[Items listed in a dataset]
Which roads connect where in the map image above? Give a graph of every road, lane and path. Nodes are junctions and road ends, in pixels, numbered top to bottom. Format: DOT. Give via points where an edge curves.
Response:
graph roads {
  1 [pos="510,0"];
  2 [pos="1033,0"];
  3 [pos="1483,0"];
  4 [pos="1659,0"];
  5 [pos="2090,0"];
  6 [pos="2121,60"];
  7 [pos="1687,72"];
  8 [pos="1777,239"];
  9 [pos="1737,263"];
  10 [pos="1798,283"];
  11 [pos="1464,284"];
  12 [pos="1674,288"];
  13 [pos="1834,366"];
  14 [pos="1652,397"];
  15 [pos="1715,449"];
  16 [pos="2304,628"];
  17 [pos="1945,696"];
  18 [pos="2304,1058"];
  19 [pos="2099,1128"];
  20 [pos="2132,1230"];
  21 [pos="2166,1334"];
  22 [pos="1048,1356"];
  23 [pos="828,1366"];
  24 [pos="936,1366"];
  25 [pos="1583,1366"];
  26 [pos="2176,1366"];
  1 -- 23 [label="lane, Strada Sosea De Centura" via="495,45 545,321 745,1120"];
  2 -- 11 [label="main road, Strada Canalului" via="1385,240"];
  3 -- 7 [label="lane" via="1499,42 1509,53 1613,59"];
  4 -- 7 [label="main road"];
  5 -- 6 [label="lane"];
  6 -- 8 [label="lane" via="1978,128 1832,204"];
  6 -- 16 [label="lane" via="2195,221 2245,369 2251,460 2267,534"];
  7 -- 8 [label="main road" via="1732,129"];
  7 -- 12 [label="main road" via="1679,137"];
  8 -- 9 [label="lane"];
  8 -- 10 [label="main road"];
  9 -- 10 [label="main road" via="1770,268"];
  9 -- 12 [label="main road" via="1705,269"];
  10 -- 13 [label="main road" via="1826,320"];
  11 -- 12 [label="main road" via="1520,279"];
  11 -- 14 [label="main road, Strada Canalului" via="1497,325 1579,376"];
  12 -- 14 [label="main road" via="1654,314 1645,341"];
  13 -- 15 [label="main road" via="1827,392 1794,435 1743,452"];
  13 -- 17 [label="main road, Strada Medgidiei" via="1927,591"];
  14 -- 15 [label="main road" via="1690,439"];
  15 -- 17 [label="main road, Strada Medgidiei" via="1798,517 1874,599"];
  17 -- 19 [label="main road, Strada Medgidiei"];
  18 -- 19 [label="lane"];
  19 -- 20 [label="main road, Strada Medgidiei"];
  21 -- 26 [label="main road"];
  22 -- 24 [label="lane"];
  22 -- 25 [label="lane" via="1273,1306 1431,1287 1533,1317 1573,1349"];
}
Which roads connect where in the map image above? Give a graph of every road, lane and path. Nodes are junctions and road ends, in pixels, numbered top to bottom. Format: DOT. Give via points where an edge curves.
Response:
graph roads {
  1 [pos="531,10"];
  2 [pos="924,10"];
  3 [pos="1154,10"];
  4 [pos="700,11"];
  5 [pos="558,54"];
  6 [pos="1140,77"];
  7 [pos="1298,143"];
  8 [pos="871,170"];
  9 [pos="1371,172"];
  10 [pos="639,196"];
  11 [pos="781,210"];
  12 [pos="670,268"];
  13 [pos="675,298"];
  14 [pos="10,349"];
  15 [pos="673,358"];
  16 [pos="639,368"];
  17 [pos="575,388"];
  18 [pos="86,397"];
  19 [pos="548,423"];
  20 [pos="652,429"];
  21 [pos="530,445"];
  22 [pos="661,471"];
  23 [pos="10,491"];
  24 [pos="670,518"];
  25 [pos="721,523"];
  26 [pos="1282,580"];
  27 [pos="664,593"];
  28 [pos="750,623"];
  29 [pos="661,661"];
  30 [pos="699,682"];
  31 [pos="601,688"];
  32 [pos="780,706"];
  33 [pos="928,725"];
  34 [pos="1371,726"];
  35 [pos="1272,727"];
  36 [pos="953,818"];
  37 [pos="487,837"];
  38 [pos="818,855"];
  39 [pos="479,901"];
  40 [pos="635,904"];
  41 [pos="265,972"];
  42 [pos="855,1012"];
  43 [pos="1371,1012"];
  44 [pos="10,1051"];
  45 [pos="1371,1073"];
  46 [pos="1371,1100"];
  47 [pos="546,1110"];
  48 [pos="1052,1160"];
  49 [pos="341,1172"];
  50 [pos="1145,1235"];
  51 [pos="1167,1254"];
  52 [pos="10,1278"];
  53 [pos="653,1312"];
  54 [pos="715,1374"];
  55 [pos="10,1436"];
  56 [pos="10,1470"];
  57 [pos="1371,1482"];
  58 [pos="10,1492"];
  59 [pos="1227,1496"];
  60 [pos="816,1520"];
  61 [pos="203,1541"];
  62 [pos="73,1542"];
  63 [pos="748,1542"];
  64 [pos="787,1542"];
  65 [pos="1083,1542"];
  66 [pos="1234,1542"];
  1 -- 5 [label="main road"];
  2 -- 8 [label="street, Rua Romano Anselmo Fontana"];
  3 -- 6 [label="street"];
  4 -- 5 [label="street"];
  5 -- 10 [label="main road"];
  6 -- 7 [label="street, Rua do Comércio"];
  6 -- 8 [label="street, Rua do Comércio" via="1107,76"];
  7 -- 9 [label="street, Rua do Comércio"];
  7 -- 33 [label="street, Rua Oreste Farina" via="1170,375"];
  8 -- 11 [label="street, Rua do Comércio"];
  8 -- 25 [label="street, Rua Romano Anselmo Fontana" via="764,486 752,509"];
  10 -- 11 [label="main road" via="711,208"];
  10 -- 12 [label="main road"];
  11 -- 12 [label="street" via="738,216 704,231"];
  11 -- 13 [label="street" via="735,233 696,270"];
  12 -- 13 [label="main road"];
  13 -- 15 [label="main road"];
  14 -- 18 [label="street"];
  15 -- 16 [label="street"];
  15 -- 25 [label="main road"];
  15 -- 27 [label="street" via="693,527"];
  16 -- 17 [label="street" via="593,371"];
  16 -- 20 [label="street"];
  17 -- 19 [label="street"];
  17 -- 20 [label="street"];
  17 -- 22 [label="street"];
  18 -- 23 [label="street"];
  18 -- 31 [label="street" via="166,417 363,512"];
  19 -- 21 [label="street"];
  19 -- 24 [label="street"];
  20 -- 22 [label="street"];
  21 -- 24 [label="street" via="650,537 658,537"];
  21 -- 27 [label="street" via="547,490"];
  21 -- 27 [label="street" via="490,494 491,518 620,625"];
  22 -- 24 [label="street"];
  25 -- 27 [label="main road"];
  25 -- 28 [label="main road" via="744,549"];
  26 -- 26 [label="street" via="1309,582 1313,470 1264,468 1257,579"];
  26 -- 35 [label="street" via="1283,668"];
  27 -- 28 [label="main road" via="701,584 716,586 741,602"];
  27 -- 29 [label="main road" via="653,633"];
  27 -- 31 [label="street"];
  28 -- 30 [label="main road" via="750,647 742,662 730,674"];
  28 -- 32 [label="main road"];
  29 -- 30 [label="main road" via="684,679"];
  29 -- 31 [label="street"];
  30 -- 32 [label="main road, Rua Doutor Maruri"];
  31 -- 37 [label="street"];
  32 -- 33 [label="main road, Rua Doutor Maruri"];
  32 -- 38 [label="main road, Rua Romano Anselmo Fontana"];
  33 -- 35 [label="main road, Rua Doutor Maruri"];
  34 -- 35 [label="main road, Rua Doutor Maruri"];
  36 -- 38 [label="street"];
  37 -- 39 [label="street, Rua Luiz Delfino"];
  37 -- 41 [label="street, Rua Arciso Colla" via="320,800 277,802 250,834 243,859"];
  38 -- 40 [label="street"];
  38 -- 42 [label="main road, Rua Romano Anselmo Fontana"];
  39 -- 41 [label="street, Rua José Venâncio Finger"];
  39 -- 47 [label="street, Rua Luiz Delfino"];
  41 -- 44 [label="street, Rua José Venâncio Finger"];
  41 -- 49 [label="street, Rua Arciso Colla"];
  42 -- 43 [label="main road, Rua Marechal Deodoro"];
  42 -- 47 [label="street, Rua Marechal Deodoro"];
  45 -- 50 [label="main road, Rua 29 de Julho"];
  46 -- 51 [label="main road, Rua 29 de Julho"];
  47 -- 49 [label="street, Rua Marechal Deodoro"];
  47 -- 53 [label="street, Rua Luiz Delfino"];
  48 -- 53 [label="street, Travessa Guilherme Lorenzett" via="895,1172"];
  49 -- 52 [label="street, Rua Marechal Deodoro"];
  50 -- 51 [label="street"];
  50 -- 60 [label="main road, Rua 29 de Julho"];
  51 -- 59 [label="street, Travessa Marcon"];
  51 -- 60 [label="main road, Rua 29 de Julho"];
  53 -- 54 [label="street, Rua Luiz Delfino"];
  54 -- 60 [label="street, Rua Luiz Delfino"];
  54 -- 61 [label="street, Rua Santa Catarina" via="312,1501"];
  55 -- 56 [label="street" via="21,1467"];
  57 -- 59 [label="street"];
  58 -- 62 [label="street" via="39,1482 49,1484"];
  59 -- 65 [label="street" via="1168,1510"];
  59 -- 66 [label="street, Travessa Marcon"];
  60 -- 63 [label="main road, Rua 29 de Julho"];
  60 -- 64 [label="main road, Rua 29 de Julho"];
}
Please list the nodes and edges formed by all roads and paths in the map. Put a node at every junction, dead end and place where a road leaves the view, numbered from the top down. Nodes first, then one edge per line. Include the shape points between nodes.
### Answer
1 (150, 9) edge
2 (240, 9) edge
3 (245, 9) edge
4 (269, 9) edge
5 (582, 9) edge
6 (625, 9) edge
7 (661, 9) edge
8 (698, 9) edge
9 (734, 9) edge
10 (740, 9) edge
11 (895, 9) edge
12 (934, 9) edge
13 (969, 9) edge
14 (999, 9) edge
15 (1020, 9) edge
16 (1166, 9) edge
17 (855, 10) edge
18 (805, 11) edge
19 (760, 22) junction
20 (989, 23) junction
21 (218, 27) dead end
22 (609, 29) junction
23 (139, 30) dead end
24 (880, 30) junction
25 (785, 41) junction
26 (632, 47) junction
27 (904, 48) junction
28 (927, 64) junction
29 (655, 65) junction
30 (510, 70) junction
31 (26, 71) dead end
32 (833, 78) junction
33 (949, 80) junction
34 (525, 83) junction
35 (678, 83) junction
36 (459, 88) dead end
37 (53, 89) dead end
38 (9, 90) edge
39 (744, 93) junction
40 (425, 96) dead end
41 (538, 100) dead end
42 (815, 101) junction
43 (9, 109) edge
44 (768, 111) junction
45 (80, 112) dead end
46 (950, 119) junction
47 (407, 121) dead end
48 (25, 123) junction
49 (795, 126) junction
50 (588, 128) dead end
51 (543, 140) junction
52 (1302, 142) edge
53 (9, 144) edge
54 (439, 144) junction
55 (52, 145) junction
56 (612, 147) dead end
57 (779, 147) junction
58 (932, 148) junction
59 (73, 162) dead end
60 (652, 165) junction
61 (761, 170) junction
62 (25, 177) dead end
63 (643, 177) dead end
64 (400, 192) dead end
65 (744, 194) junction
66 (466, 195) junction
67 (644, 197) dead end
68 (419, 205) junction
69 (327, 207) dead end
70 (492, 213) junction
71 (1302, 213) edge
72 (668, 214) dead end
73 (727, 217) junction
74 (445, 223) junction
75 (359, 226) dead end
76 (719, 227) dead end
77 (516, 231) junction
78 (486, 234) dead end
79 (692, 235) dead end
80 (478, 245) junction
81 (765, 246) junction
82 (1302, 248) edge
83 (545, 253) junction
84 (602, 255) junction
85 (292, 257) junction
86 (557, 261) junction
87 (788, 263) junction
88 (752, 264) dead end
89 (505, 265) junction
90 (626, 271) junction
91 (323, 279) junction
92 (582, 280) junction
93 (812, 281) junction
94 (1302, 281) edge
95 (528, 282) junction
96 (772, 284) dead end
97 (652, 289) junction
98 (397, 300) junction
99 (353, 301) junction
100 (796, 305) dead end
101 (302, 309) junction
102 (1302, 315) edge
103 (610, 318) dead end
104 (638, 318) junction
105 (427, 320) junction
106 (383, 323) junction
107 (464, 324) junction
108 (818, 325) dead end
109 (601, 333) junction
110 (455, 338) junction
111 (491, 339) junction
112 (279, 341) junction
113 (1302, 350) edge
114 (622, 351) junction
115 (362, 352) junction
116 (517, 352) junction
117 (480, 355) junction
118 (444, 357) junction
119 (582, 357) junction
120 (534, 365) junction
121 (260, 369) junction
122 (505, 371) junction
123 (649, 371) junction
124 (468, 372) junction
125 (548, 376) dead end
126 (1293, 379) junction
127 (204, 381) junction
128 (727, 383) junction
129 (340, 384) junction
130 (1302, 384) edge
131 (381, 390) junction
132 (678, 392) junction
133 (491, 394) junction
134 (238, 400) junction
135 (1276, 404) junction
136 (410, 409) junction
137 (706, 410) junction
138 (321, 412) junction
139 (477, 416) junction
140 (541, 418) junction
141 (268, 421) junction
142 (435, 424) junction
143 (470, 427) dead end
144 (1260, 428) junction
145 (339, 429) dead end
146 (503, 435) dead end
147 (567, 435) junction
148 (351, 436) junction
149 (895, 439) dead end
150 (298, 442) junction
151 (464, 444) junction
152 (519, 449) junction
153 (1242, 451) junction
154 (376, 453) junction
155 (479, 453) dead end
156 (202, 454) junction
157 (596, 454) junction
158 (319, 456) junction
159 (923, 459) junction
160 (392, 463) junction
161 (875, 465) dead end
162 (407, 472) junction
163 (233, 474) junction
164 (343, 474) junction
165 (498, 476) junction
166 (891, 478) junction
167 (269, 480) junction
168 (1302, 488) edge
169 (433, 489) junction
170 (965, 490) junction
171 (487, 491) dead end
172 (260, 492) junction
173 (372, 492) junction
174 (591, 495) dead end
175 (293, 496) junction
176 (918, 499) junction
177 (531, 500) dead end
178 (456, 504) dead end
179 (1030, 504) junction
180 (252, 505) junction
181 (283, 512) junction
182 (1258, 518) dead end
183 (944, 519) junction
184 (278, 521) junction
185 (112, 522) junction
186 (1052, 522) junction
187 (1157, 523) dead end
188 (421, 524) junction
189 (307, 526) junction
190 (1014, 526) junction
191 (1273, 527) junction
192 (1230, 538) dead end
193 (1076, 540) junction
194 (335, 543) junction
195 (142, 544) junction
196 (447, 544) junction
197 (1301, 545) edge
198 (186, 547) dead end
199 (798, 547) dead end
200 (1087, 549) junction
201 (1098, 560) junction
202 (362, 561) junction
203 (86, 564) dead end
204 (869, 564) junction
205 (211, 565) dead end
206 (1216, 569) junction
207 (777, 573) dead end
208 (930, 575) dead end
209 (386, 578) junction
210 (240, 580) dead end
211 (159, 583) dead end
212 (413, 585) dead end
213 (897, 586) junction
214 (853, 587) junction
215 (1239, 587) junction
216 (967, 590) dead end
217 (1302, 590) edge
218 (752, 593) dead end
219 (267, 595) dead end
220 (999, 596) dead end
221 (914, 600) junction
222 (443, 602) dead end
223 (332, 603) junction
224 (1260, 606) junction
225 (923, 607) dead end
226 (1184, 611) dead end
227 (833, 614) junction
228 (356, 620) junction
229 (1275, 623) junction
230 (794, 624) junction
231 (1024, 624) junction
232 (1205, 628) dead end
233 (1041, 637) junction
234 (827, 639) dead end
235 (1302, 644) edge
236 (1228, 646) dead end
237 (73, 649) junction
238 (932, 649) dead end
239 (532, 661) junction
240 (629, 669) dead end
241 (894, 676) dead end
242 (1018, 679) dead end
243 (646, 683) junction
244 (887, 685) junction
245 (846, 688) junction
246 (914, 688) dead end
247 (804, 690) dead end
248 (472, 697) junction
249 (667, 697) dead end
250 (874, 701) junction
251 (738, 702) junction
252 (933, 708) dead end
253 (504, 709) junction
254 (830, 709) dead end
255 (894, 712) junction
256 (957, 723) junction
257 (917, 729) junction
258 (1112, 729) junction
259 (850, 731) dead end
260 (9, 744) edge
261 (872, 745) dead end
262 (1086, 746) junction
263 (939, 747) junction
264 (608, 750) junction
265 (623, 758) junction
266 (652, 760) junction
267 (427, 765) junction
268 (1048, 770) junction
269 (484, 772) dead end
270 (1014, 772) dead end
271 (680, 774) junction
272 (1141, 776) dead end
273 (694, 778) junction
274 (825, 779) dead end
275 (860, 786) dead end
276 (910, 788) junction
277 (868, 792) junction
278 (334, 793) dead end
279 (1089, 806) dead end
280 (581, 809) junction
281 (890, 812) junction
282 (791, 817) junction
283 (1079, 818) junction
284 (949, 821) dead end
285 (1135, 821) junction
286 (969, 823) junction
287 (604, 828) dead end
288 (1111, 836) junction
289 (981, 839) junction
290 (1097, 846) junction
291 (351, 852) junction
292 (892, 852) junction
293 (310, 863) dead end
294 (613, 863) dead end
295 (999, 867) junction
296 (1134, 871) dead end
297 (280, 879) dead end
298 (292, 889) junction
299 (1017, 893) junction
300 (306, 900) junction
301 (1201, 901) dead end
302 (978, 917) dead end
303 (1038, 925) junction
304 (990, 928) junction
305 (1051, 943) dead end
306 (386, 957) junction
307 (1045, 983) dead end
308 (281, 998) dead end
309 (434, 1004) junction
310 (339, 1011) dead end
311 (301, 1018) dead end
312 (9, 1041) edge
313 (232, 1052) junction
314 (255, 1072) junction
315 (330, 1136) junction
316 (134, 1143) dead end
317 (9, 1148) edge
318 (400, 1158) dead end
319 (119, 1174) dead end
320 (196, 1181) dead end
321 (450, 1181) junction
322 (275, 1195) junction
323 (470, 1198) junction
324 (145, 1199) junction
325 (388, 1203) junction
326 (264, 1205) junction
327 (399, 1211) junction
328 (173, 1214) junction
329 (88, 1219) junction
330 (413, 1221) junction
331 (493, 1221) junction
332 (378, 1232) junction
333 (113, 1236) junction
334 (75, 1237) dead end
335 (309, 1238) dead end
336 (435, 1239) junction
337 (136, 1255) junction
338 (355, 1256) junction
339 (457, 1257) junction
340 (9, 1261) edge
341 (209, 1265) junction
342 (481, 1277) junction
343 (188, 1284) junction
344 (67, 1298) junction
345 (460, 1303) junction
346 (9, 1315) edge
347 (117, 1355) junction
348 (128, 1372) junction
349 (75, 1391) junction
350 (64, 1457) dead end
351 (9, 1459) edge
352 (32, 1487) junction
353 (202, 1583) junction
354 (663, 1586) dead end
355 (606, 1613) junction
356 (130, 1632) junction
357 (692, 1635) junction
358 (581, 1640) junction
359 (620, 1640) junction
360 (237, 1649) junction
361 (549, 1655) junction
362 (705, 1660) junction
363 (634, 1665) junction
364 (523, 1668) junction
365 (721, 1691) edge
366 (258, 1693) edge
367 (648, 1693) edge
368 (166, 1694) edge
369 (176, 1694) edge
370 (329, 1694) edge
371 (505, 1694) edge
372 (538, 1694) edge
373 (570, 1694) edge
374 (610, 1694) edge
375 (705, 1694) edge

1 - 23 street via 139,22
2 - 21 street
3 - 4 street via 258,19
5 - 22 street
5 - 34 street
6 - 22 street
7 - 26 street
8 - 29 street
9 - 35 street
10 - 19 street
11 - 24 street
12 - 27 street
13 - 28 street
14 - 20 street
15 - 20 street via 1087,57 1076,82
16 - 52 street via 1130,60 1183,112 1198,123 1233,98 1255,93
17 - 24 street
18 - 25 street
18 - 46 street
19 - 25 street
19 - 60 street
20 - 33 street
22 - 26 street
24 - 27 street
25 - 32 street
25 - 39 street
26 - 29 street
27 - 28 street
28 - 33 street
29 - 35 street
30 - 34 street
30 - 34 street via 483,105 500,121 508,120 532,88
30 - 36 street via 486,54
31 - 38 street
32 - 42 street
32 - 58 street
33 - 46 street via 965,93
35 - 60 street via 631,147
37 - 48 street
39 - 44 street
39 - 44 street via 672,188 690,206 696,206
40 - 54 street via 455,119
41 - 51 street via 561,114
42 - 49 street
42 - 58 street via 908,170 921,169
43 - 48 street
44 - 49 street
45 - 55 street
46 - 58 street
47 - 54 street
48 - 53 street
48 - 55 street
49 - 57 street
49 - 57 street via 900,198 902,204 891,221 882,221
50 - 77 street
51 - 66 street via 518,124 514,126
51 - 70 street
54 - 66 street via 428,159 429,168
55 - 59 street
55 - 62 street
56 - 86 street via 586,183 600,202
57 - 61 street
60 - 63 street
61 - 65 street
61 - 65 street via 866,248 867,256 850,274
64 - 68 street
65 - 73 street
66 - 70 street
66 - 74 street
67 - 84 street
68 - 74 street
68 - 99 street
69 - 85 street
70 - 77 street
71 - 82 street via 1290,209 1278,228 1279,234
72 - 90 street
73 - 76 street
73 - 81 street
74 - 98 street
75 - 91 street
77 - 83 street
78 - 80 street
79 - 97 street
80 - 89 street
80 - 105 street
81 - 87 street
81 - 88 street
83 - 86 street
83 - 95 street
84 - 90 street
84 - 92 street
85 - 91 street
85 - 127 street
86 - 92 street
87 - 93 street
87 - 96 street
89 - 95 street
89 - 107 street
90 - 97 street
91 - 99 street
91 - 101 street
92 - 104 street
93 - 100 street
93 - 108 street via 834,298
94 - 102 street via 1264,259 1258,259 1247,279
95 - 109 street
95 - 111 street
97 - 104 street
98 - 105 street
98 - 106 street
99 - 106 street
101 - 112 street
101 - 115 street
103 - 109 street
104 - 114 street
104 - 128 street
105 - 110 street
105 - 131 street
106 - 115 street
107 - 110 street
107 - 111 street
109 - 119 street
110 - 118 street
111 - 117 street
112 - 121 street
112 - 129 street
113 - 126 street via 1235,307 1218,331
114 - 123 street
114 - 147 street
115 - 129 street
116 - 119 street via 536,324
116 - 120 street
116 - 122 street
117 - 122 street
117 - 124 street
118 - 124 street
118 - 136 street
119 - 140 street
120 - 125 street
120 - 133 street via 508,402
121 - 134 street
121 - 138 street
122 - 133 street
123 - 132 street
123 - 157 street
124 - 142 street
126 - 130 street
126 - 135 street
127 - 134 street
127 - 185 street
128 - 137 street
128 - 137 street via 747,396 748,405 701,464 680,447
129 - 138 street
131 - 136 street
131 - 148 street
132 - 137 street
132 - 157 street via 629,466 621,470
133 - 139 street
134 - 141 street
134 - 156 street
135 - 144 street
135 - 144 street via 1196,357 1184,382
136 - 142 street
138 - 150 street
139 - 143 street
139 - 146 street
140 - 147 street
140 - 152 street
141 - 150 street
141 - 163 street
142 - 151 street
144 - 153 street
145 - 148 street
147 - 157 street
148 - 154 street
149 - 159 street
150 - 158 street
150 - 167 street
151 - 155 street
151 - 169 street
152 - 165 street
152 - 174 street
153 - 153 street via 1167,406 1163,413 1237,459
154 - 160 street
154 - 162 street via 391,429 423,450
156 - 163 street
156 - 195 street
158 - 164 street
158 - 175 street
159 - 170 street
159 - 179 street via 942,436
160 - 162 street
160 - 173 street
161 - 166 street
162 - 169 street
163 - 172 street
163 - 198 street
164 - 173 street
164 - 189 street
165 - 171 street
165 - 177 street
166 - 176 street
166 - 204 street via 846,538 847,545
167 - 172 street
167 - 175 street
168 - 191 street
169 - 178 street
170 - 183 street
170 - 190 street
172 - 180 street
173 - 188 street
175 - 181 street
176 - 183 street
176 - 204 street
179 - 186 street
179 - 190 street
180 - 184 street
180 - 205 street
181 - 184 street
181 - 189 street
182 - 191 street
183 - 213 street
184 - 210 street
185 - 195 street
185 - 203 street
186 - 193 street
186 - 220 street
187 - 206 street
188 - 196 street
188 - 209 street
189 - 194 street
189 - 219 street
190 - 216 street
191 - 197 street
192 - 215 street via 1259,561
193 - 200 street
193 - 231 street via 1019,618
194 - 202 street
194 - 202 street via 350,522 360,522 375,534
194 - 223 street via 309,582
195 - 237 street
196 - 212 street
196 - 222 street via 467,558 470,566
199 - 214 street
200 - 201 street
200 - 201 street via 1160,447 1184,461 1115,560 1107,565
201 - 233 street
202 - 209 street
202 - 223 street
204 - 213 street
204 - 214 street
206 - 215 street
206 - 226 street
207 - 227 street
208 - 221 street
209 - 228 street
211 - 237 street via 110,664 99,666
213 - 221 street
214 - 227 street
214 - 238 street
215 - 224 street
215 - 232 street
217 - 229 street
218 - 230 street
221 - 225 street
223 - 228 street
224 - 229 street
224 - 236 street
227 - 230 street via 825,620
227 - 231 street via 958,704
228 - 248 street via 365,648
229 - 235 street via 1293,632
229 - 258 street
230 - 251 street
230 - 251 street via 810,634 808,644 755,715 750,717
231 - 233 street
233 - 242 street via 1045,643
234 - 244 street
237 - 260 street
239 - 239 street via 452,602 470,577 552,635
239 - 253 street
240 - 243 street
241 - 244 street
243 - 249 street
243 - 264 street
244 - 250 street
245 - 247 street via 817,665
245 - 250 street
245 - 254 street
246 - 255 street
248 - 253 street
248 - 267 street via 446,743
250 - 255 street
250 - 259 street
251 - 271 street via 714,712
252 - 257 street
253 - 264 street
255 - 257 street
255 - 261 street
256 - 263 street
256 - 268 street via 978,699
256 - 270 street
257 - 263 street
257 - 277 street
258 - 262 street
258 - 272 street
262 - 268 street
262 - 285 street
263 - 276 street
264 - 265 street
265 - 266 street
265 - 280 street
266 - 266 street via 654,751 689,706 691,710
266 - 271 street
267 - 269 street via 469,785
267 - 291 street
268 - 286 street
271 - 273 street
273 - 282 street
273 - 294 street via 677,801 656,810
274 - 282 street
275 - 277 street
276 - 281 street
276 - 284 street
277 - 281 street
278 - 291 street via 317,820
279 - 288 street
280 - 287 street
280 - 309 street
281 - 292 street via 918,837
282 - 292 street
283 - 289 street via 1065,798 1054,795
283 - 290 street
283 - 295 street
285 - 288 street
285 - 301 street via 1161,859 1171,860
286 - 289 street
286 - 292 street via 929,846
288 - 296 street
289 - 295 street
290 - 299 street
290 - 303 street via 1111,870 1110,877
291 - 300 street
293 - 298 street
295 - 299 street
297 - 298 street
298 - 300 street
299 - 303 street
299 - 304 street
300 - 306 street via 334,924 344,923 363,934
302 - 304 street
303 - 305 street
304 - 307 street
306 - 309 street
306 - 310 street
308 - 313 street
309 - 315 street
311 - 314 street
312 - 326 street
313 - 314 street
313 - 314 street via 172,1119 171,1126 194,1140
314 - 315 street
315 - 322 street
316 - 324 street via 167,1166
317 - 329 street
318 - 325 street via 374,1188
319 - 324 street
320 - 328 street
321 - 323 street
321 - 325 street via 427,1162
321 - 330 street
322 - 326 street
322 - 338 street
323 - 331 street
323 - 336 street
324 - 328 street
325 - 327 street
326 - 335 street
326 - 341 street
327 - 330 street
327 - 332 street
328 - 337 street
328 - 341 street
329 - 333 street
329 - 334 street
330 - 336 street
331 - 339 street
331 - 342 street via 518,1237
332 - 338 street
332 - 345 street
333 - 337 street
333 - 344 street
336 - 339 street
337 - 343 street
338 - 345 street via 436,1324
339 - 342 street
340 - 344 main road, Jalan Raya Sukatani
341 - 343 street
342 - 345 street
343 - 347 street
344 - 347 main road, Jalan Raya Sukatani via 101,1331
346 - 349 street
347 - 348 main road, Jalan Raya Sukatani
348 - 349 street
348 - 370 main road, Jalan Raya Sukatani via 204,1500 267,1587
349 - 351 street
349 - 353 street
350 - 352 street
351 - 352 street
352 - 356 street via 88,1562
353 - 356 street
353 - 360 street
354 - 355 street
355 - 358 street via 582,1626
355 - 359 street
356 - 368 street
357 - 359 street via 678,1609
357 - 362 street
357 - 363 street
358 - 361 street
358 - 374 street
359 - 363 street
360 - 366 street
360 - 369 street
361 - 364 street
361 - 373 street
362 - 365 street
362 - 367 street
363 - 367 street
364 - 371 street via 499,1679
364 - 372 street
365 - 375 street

_Exercise description_
Display each line of the data where "Travessa" occurs.

_Answer box_
  48 -- 53 [label="street, Travessa Guilherme Lorenzett" via="895,1172"];
  51 -- 59 [label="street, Travessa Marcon"];
  59 -- 66 [label="street, Travessa Marcon"];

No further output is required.